Importantly, to enhance monetary policy transmission, the rates of the two major refinancing schemes EFS and LTFF (which have over recent months been raised by 700 bps and 500 bps respectively) will continue to be linked to the policy rate. Greater exchange rate flexibility will help cushion activity and rebuild reserves to more prudent levels.

The programme also aims at reducing poverty and strengthen social safety. The statement said, during FY22, the unconditional cash transfer (UCT) Kafalat scheme reached nearly 8 million households, with a permanent increase in the stipend to PRs14,000 per family, while a one-off cash transfer of PRs2,000 (Sasta Fuel Sasta Diesel, SFSD) was granted to about 8.6 million families to alleviate the impact of rampant inflation.

For FY23, the authorities have allocated PRs 364 billion to BISP (up from PRs 250 in FY22) to be able to bring 9 million families into the BISP safety net, and further extend the SFSD scheme to additional non-BISP, lower-middle class beneficiaries.

Strengthening governance is another objective of the police. To improve governance and mitigate corruption, the authorities are establishing a robust electronic asset declaration system and plan to undertake a comprehensive review of the anti-corruption institutions (including the National Accountability Bureau) to enhance their effectiveness in investigating and prosecuting corruption cases.

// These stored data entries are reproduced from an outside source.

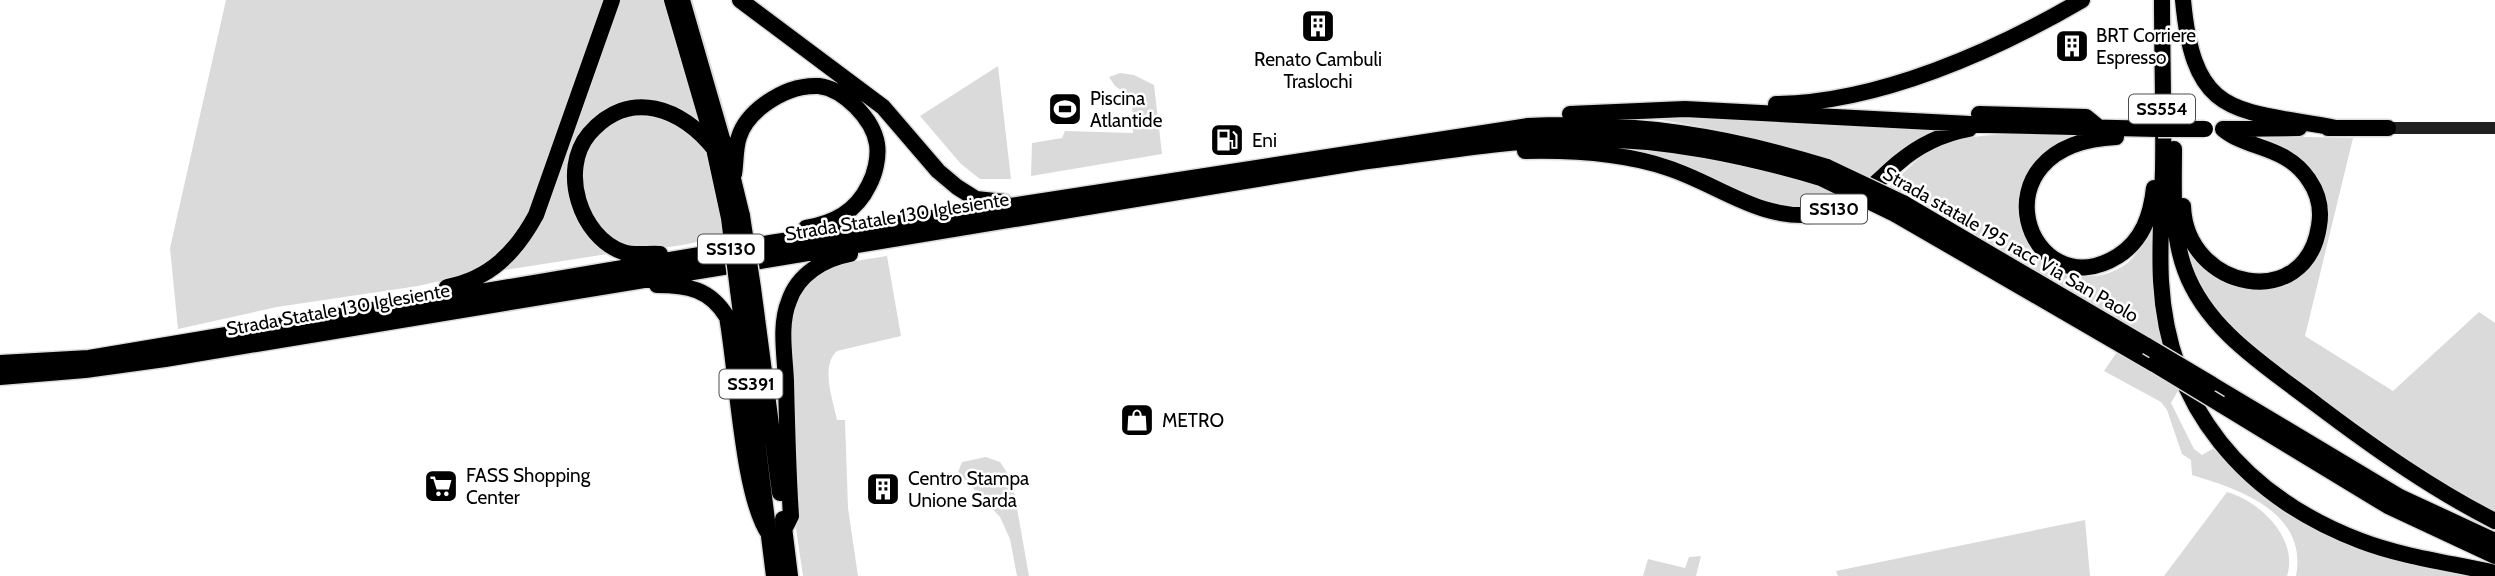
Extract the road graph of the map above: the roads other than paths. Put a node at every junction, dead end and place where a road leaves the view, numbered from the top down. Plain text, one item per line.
1 (612, 0) edge
2 (671, 0) edge
3 (682, 0) edge
4 (740, 0) edge
5 (2082, 0) edge
6 (2162, 0) edge
7 (2172, 0) edge
8 (2183, 0) edge
9 (1632, 110) junction
10 (1953, 121) junction
11 (1989, 125) junction
12 (2099, 128) junction
13 (2336, 128) junction
14 (2388, 128) joint
15 (2495, 128) edge
16 (2222, 129) junction
17 (2127, 132) junction
18 (1466, 141) junction
19 (2174, 144) junction
20 (718, 145) junction
21 (2163, 163) junction
22 (734, 174) junction
23 (1027, 204) junction
24 (1899, 208) junction
25 (736, 217) junction
26 (2168, 217) junction
27 (922, 234) junction
28 (770, 243) junction
29 (694, 255) junction
30 (620, 283) junction
31 (378, 309) junction
32 (0, 363) edge
33 (0, 377) edge
34 (2495, 521) edge
35 (777, 532) junction
36 (2495, 541) edge
37 (2495, 556) edge
38 (2495, 573) edge
39 (774, 576) edge
40 (790, 576) edge

1 - 31 highway
2 - 20 main road
3 - 20 main road
4 - 23 highway
5 - 9 highway
6 - 21 highway, SS554
7 - 19 highway, SS554
8 - 13 highway
9 - 10 highway, SS130
9 - 18 highway, SS130
10 - 11 highway, SS130
10 - 12 highway
11 - 12 highway, SS130
11 - 18 highway, SS130
12 - 17 highway, SS130
13 - 14 highway
13 - 16 highway
14 - 15 main road
16 - 17 highway, bridge
16 - 19 highway
17 - 21 highway
18 - 23 highway, Strada Statale 130 Iglesiente / SS130
18 - 24 highway, Strada statale 195 racc Via San Paolo, bridge
18 - 27 highway, Strada Statale 130 Iglesiente / SS130
19 - 26 highway, SS554
20 - 22 highway, SS391
20 - 25 highway, SS391
20 - 29 highway
21 - 26 highway, SS554
22 - 25 highway, SS391
22 - 28 highway
23 - 28 highway, Strada Statale 130 Iglesiente / SS130
24 - 36 highway, Strada statale 195 racc Via San Paolo, bridge
24 - 37 highway, Strada statale 195 racc Via San Paolo, bridge
25 - 35 highway, SS391, bridge
26 - 34 highway
26 - 38 highway
27 - 30 highway, Strada Statale 130 Iglesiente / SS130
27 - 35 highway
28 - 29 highway, Strada Statale 130 Iglesiente / SS130
29 - 31 highway, Strada Statale 130 Iglesiente / SS130
30 - 33 highway, Strada Statale 130 Iglesiente / SS130
30 - 35 highway
31 - 32 highway, Strada Statale 130 Iglesiente / SS130
35 - 39 highway, SS391
35 - 40 highway, SS391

“Steadfast implementation of the outlined policies, underpinning the SLA for the combined seventh and eighth reviews, will help create the conditions for sustainable and more inclusive growth. The authorities should nonetheless stand ready to take any additional measures necessary to meet programme objectives, given the elevated uncertainty in the global economy and financial markets,” the statement added.